[Saved entries]
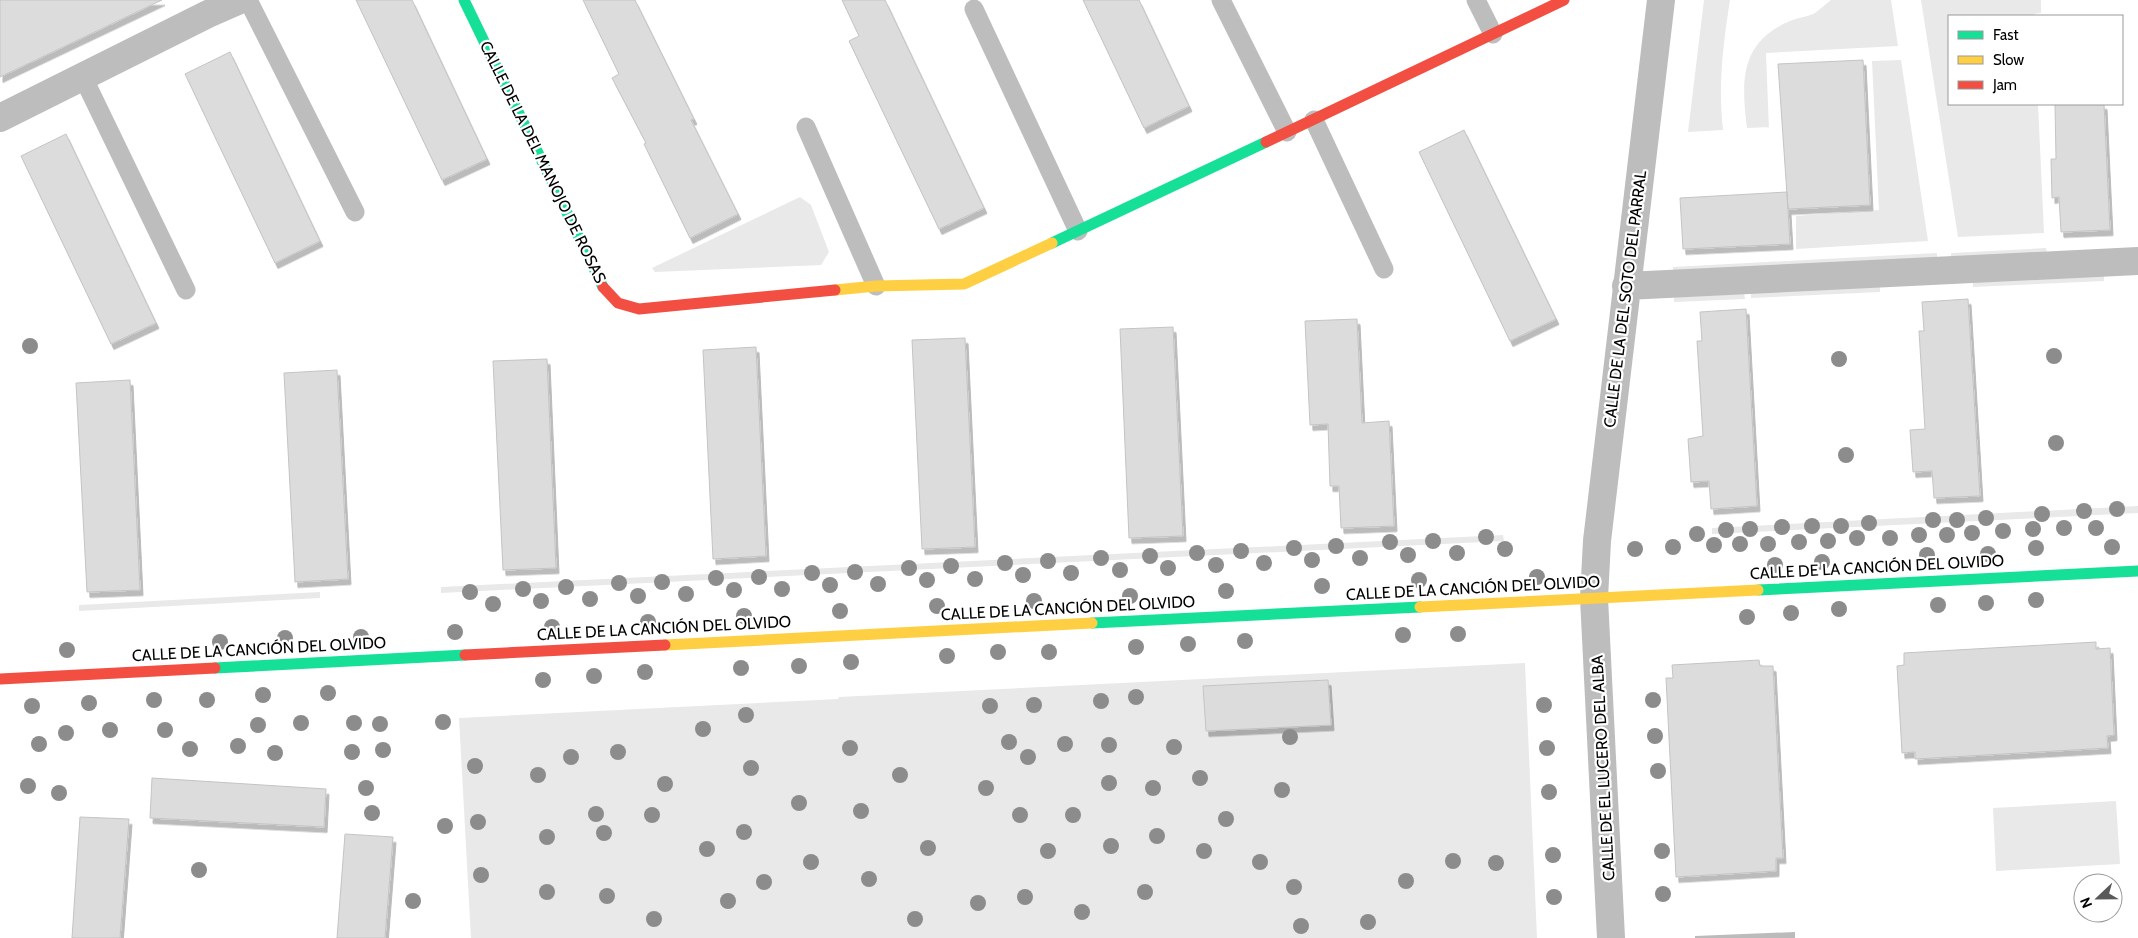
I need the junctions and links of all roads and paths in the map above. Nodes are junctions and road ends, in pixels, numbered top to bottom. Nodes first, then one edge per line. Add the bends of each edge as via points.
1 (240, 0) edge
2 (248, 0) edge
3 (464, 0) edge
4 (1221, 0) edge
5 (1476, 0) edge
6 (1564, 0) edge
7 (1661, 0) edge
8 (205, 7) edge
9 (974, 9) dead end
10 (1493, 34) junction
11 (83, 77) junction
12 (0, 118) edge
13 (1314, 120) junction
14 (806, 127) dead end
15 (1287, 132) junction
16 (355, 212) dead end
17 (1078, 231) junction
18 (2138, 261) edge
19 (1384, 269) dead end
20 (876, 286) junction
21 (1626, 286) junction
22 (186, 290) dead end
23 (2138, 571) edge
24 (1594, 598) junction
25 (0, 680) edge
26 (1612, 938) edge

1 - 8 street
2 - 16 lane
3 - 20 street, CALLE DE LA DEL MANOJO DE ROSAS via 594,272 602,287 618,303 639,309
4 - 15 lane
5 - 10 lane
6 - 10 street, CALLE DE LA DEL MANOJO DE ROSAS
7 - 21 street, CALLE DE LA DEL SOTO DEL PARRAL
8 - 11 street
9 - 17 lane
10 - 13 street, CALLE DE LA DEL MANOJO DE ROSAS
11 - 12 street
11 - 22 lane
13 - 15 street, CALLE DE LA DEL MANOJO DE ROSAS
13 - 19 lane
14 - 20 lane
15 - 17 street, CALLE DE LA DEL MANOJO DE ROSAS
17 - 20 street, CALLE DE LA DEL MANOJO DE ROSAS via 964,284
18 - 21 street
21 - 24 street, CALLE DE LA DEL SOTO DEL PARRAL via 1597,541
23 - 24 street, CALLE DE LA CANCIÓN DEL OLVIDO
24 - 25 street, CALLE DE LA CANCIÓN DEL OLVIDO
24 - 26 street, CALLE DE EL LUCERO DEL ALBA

* * *

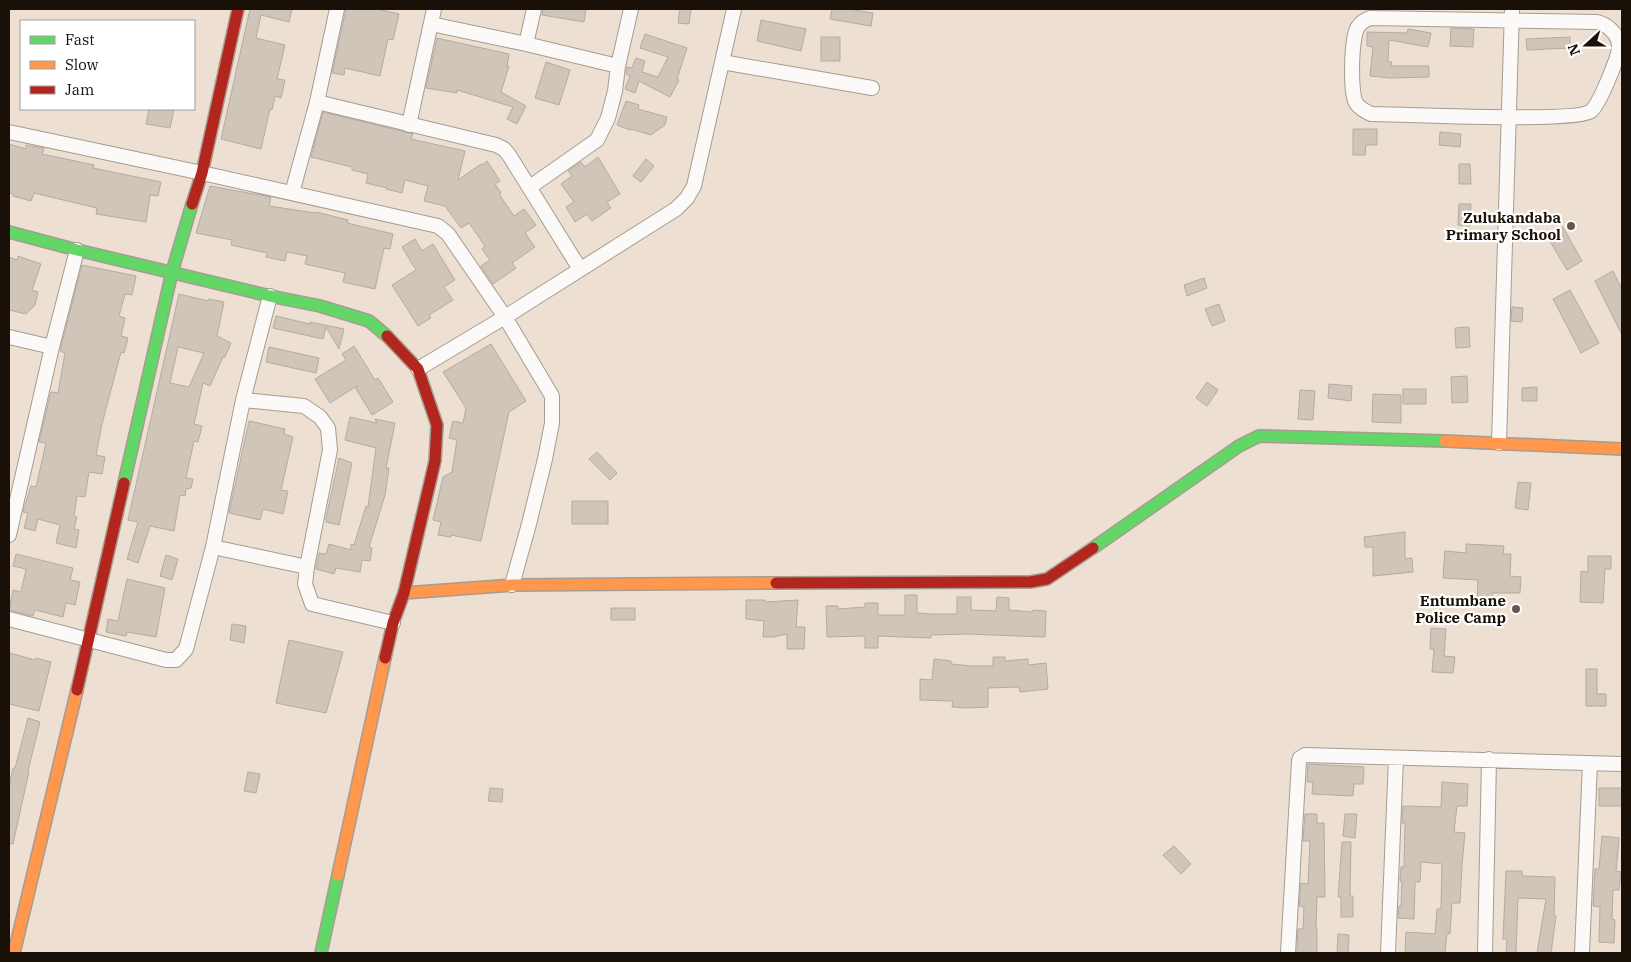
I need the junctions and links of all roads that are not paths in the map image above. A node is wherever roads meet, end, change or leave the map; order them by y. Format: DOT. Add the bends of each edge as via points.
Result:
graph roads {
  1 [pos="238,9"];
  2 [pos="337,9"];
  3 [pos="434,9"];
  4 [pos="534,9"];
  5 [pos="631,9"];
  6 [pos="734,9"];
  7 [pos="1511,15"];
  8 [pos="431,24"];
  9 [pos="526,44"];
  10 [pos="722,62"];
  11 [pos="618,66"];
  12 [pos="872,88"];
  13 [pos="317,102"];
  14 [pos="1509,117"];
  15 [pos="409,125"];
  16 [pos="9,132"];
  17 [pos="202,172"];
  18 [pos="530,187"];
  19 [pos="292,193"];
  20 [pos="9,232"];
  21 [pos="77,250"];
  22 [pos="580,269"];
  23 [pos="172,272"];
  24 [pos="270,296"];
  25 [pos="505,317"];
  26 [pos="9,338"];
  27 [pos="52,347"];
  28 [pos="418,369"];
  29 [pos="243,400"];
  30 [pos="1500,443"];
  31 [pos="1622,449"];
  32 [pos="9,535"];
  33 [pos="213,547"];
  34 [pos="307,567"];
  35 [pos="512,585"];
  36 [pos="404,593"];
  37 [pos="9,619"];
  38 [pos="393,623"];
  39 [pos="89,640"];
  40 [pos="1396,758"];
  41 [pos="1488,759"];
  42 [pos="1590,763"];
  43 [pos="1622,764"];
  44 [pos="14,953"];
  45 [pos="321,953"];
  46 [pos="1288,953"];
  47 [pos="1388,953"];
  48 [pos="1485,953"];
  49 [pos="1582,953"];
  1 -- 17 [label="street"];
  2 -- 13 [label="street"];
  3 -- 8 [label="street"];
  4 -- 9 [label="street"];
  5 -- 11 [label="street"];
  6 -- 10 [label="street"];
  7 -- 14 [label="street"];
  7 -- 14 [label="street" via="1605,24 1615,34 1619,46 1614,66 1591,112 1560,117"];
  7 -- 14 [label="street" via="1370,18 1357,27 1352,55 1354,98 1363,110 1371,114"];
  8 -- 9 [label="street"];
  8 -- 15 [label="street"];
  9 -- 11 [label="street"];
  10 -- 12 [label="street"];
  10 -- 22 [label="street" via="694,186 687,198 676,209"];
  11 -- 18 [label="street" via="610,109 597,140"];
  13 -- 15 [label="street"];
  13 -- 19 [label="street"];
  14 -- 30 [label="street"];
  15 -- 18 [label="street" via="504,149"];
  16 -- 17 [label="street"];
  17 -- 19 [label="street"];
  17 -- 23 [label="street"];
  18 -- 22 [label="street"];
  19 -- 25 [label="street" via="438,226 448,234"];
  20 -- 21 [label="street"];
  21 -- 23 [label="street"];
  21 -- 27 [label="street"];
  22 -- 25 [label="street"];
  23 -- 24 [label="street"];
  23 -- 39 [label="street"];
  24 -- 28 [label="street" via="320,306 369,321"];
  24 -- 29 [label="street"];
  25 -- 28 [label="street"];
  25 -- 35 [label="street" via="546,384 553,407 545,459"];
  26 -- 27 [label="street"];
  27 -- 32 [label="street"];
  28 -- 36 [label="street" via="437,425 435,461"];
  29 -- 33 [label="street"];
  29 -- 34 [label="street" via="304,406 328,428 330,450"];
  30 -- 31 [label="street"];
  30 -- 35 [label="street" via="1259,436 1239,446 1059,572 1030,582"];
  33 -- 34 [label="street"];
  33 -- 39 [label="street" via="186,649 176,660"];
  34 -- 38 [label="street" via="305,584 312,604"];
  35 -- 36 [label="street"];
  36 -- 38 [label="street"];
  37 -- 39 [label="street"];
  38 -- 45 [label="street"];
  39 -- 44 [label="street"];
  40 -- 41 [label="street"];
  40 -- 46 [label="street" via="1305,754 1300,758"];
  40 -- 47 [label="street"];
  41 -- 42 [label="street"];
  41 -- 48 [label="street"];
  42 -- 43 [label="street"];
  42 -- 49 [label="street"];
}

---

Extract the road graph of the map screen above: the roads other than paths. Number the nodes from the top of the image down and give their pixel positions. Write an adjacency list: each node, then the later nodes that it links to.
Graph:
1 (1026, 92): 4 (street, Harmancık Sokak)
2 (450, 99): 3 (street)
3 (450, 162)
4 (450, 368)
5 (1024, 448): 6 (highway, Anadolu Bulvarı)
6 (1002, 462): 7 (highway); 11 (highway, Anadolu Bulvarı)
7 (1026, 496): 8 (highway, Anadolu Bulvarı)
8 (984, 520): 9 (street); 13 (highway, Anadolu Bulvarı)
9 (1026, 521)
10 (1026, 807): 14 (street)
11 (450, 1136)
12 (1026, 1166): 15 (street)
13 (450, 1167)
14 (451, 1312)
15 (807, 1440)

[TASK TO COMPLETE] Counting only lines that hold the word "image", state how many there are in the data. Write the number alone.

[PROBLEM SOLUTION] 2